Task material
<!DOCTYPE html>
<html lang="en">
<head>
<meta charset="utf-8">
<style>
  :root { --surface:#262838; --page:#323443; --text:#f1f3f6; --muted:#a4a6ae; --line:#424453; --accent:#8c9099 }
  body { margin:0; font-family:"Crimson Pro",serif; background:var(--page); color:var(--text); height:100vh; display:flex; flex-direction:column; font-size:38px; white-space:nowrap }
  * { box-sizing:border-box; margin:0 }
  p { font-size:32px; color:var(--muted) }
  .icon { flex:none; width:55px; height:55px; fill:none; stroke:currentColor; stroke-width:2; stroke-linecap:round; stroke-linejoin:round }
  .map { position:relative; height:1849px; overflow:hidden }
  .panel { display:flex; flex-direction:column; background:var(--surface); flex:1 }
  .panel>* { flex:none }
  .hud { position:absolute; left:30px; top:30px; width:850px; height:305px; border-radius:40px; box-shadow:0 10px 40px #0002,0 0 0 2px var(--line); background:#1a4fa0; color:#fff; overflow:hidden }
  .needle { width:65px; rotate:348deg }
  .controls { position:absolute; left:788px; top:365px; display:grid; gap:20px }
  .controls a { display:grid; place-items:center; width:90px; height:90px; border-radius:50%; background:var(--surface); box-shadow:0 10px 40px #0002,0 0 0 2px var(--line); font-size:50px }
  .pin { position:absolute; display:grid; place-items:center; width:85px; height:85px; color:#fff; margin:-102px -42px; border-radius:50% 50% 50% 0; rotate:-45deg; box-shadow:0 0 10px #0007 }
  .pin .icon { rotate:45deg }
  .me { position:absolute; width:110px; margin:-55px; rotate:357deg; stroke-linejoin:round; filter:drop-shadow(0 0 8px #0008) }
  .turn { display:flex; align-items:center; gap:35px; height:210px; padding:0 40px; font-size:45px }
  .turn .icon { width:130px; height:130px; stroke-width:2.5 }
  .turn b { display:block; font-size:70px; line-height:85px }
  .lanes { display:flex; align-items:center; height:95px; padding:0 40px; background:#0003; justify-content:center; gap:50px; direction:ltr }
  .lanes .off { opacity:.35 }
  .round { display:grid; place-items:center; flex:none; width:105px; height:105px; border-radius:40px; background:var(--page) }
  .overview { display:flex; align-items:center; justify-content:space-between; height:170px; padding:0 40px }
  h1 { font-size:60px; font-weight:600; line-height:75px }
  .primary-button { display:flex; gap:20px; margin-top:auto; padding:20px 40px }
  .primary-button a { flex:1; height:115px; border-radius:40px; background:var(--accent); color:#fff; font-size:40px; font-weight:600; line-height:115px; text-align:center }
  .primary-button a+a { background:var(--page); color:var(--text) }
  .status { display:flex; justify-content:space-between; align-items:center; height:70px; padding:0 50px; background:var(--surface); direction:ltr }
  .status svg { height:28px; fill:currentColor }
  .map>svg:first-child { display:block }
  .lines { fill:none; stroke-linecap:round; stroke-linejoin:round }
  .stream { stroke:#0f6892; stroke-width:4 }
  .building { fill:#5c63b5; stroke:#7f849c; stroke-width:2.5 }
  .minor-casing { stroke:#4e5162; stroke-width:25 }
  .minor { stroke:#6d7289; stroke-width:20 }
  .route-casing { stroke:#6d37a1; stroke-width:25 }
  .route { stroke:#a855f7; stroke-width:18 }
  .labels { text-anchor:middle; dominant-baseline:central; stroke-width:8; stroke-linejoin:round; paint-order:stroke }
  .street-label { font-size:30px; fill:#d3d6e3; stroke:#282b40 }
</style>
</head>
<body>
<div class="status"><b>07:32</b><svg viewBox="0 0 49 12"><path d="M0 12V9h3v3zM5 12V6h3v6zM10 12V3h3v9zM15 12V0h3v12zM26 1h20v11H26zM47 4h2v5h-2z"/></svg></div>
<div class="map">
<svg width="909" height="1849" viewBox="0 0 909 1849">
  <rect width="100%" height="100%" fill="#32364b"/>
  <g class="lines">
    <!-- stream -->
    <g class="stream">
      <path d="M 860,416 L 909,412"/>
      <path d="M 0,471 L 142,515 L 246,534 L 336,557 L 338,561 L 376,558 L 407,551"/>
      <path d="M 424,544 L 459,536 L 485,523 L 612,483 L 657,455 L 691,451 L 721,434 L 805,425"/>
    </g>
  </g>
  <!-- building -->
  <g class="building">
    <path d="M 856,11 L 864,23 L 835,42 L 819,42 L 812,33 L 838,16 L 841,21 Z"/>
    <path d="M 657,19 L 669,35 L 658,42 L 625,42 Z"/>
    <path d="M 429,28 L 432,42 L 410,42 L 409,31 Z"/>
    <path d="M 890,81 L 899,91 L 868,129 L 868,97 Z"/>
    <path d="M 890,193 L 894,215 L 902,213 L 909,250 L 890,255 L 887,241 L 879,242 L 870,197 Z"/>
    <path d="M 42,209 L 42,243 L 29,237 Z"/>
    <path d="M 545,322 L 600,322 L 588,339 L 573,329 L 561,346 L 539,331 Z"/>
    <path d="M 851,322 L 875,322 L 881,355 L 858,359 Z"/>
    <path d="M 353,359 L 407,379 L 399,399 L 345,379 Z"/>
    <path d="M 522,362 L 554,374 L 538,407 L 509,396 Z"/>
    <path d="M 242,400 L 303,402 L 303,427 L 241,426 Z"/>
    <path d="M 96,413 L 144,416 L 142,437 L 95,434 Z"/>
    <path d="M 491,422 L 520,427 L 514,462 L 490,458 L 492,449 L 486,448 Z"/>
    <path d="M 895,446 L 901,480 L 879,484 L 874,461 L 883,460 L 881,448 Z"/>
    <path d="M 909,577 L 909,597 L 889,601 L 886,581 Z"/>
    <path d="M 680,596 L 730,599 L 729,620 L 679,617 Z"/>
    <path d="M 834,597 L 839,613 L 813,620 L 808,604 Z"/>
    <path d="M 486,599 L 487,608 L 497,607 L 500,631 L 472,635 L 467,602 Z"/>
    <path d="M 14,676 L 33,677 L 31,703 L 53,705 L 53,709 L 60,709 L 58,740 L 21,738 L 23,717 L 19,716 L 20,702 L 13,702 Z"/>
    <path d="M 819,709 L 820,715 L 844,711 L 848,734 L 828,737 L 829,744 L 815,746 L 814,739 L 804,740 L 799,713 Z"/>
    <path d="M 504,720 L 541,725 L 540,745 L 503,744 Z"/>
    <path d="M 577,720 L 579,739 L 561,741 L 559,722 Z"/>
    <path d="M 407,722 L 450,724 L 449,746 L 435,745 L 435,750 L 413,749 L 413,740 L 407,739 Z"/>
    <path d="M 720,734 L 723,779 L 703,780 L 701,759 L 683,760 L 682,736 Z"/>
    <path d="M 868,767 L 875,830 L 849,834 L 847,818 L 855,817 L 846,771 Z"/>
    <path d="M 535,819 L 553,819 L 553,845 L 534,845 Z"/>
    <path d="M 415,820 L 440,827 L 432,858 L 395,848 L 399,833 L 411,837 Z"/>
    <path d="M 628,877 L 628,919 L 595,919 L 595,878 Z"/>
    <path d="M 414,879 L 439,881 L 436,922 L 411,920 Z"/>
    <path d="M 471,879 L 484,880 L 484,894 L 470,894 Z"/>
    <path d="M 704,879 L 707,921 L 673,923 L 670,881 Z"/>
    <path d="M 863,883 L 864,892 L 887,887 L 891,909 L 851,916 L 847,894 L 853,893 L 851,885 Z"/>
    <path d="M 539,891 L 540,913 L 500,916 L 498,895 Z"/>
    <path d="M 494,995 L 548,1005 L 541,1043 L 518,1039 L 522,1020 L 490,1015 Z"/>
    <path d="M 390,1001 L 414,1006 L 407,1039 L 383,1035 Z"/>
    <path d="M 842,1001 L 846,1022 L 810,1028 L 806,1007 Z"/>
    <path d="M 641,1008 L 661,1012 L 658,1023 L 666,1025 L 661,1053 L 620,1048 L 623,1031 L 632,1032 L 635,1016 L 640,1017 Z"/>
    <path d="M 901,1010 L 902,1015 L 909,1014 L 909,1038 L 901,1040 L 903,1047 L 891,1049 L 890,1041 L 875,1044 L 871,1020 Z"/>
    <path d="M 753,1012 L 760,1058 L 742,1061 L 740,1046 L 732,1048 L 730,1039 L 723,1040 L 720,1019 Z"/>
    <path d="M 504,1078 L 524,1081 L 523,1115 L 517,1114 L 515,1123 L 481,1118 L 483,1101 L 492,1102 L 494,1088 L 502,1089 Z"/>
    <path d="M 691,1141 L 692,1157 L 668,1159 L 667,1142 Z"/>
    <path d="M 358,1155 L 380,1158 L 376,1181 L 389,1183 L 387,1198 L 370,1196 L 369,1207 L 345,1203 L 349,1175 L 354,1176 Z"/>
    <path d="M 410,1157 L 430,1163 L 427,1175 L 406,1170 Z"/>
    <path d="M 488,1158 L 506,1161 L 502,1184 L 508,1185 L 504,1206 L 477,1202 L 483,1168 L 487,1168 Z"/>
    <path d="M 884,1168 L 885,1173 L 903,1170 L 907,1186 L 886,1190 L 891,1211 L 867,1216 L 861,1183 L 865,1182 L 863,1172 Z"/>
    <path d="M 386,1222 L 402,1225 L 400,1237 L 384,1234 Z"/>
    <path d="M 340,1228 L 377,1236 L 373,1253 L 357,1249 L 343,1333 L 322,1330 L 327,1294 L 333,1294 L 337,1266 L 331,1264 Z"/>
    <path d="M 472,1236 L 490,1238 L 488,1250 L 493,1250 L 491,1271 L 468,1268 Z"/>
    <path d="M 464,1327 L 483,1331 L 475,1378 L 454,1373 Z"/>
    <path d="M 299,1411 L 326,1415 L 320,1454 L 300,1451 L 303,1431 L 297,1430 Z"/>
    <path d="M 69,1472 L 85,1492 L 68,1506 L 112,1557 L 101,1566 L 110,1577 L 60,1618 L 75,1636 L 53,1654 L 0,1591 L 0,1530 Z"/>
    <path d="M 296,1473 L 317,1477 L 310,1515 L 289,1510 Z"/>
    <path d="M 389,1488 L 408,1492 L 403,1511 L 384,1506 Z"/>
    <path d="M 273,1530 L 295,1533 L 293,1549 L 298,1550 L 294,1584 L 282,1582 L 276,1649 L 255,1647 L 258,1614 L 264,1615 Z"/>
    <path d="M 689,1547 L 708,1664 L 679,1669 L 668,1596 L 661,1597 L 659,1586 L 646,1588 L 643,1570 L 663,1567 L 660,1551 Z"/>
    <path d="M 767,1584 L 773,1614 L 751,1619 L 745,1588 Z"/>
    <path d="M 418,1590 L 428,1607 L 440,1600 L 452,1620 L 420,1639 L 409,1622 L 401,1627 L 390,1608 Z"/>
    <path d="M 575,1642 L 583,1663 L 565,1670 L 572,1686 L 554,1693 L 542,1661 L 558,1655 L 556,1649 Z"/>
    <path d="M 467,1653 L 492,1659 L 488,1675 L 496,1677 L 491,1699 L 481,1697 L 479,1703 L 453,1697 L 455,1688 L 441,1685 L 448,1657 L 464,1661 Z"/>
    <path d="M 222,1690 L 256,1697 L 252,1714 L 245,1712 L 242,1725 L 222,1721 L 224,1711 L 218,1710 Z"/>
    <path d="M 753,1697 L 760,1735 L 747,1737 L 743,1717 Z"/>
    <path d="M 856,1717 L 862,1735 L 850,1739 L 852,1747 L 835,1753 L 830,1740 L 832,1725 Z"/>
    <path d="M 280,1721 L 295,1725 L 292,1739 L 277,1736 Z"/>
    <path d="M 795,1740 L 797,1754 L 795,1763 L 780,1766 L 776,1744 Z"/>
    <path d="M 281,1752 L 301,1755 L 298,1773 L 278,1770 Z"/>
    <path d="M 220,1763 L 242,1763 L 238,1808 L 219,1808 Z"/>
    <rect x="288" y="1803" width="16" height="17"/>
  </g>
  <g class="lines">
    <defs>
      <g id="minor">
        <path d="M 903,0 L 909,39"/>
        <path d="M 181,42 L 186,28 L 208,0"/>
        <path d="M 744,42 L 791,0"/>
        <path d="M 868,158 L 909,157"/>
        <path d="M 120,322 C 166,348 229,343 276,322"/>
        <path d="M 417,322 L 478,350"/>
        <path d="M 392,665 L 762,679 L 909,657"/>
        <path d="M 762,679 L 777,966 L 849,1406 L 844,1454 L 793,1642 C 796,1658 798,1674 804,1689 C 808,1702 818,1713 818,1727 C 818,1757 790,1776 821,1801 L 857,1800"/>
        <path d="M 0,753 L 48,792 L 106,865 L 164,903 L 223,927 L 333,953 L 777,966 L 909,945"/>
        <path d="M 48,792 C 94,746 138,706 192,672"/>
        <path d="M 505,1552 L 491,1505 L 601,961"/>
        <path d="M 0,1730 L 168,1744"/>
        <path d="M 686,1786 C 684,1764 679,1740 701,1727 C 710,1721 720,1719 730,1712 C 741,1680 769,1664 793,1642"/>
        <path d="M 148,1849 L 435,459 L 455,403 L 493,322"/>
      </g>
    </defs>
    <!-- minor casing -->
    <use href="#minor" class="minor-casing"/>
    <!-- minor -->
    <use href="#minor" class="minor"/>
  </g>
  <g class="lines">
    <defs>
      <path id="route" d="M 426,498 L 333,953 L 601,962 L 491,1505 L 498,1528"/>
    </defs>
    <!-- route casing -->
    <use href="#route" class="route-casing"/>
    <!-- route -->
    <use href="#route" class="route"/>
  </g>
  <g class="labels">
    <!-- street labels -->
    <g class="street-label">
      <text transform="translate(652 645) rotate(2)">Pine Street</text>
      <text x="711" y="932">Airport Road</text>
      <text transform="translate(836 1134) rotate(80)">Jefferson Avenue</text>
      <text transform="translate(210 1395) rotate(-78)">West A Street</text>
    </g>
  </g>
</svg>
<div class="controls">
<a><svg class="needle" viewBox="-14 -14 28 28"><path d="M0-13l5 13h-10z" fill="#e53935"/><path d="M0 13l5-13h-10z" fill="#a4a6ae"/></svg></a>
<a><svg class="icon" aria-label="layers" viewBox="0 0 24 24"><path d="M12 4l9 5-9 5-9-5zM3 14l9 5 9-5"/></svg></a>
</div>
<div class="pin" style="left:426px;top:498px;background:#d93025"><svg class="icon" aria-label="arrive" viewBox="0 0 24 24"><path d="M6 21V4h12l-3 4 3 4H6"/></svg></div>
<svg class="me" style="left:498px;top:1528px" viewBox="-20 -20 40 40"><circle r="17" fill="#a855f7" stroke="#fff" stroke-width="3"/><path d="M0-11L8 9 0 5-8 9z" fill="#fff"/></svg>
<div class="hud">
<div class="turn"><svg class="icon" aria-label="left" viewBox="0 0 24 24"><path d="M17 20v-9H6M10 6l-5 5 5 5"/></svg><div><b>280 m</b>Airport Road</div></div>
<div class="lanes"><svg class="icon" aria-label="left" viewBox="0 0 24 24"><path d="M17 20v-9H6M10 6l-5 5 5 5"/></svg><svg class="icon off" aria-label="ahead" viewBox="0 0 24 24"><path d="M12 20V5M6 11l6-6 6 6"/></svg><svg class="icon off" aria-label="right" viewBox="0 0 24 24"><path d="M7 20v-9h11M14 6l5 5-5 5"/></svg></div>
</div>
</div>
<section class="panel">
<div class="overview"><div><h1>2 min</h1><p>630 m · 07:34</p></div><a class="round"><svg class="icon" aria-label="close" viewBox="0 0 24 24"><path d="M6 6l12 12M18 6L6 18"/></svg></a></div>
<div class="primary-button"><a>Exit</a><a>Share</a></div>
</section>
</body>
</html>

Task prompt
Select all lines in the listing that include the word "linecap".

Output of the exercise
  .icon { flex:none; width:55px; height:55px; fill:none; stroke:currentColor; stroke-width:2; stroke-linecap:round; stroke-linejoin:round }
  .lines { fill:none; stroke-linecap:round; stroke-linejoin:round }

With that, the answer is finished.